In his 1933 National Self-Sufficiency essay, Keynes argued against “economic entanglement among nations.” The ‘hard Brexit’ Canada or Australia-style deals offered by the British Prime Minister would, therefore, have his fellow Old Etonian’s reluctant support – form follows function.
An internationalist and free trader for much of his life, Keynes’ pragmatism would have led him to join the UK side of the negotiating table opposite Michel Barnier from 2017. This is backed up by one of his most famous quotes: “When the facts change, I change my mind. What do you do?”.
Even in national crises, Keynes would try to get the best deal possible – just as he did after the Second World War to secure the Anglo-American loan from the US to keep Britain’s pummelled economy above water.
As a seasoned and formidable negotiator, Keynes represented Britain in different international forums. In the mid-1940s, he led the British delegation at the Bretton Woods Conference which set up the World Bank, International Monetary Fund (IMF) and the exchange rate system.
Today, Keynes would encourage Britain’s negotiators to understand the position and mindset of their counterparts in Brussels. A good understanding of the other side will “minimise the causes of friction and ill will between nations” and maximise the chances of a just deal.
He would advise David Frost to consider the objectives of the Brussels negotiators – to preserve the European project and the integrity of the single market. The EU’s greatest fear is an independent Britain flourishing outside its legal order and orbit, and other Eurosceptic member states like Italy, Greece or Hungary following suit. For Britain to strengthen its negotiating position, it will have to understand the rational psychology and logical ‘pride’, ‘temper’ and ‘habit’ of their EU counterparts.

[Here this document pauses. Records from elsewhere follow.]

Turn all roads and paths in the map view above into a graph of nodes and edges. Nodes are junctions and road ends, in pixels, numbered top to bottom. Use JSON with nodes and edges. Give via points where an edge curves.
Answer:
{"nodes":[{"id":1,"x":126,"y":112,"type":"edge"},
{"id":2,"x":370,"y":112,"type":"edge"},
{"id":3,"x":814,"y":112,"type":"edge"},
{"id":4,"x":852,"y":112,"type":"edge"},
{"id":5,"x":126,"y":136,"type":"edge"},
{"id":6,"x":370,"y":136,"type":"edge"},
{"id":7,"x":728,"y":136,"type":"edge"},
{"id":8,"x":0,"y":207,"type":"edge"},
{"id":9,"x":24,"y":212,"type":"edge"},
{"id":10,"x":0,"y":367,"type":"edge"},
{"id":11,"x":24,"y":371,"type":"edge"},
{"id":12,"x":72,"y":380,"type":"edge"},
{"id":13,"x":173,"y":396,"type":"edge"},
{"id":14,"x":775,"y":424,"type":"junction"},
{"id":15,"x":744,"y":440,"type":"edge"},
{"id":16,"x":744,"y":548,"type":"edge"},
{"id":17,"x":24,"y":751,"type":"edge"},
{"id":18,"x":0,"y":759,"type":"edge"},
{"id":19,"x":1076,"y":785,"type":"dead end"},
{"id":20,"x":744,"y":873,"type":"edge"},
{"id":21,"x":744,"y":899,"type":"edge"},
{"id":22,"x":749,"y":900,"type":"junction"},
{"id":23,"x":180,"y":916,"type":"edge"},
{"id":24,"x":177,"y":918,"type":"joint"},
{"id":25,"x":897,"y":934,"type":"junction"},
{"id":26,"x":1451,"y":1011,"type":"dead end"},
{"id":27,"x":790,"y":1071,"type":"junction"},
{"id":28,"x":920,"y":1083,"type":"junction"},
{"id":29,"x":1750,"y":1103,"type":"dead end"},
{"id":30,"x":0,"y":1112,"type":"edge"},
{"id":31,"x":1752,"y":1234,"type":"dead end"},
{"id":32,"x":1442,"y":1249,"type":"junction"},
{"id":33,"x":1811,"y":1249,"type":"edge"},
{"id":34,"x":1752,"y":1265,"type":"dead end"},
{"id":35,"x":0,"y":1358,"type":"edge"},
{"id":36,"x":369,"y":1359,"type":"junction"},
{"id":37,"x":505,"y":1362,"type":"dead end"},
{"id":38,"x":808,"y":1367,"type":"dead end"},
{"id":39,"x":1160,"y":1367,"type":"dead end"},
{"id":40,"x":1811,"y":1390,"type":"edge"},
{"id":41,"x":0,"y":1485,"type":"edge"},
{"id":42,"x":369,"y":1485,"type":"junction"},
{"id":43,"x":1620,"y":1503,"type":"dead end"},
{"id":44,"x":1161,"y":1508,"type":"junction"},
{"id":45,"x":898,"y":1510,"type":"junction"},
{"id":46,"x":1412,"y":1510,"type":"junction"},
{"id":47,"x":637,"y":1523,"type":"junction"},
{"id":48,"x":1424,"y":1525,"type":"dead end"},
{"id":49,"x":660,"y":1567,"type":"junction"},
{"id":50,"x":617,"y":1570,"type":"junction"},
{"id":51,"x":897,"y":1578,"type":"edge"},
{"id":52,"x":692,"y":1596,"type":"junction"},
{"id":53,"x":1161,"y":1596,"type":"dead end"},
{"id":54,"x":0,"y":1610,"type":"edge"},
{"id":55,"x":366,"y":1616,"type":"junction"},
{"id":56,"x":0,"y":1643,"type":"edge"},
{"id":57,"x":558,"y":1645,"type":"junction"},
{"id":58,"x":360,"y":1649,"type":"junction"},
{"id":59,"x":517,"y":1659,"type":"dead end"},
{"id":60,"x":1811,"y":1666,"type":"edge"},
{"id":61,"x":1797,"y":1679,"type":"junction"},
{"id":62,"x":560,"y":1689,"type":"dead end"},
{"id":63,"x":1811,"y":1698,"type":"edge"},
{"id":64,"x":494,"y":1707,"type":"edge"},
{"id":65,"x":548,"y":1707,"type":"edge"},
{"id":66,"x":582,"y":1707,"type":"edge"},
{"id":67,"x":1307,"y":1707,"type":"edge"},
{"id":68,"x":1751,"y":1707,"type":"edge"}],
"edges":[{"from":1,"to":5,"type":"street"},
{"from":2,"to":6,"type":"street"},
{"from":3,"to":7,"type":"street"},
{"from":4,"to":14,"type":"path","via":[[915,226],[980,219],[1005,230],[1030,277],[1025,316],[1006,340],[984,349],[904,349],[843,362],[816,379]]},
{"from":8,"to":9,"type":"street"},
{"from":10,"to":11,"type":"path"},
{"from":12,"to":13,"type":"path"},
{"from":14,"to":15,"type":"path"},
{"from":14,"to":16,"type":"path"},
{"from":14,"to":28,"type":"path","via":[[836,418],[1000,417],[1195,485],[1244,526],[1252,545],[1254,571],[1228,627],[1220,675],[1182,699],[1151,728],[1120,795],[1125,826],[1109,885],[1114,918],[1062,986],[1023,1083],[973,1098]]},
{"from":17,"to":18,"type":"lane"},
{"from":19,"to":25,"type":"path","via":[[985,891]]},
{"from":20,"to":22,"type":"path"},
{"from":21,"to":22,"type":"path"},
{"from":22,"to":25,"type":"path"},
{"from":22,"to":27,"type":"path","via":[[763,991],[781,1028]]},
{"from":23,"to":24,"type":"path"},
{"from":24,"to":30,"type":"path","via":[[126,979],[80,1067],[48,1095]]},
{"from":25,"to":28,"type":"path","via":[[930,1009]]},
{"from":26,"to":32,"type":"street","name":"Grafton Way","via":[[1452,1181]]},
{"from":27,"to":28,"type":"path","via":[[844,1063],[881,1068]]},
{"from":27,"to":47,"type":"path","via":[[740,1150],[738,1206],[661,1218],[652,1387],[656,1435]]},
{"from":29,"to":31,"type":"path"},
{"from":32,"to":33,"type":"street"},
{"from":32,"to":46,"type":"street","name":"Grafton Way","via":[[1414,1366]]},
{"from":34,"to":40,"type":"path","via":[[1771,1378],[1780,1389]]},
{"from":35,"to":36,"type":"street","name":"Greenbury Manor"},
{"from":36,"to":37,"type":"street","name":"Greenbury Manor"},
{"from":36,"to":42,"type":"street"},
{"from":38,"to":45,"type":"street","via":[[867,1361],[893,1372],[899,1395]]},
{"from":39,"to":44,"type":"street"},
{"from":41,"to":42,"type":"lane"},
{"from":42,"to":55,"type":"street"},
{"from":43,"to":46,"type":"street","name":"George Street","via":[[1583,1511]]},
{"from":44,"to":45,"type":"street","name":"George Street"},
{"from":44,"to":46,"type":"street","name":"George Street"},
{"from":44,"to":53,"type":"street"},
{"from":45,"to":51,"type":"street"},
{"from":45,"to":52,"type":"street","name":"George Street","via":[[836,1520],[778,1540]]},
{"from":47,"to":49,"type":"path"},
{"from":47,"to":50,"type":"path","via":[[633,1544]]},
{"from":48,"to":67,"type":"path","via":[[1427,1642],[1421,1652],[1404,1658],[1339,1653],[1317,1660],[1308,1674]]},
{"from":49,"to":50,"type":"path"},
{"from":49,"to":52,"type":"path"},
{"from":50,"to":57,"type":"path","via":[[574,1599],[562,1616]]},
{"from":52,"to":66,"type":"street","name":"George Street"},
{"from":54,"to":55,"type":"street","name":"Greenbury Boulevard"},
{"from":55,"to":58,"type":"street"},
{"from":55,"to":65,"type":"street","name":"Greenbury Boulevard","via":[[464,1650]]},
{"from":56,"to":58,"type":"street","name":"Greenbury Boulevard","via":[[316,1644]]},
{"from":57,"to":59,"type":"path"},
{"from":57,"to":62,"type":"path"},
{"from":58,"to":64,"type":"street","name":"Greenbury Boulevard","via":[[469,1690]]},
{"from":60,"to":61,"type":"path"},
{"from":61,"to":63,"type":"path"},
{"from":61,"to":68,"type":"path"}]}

Despite the theatricality and war of words with Boris Johnson’s government, the EU will realise in the end Britain wishes to continue its position as a reliable and desirable trading partner.
Because of this, Keynes would encourage the Brexit negotiators to commit an independent UK to develop the international trading system as allies, along with the US – particularly the World Trade Organization (WTO) and United Nations. Keynes wanted to avoid establishing economic blocs which limit and restrict “commercial intercourse” outside them, and believed a determination to “make trade truly international” was “an essential condition of the world's best hope, an Anglo-American understanding, which brings us and others together in international institutions which may be in the long run the first step towards something more comprehensive.”
Furthermore, Keynes would advise avoiding using the UK’s past contributions as a tactic in the talks, rather focus on what they can achieve together as neighbours and colleagues. He said Britain’s future prospects and “intention to face the world boldly” needed to be demonstrated in its post-war negotiations with the major powers.
Sir Mervyn King believes it is far more important, for example, for the City of London’s financial system to be more closely “aligned” with the US than it is with Europe. While a free trade agreement is desirable, King argues, it cannot mean having to follow rules and regulations conceived and supervised by the EU, with no UK input.
Keynes would come to the same conclusions as his fellow alumnus of King’s College Cambridge and the Bank of England: that above all there’s no logical reason for a trade agreement to align a nation’s regulatory and legal systems, as the EU is demanding of the UK. Keynes would make the case that free trade rests on maximising opportunities to exploit comparative advantages, rather than mercantilist desires to impose restrictive laws and regulations on trading partners.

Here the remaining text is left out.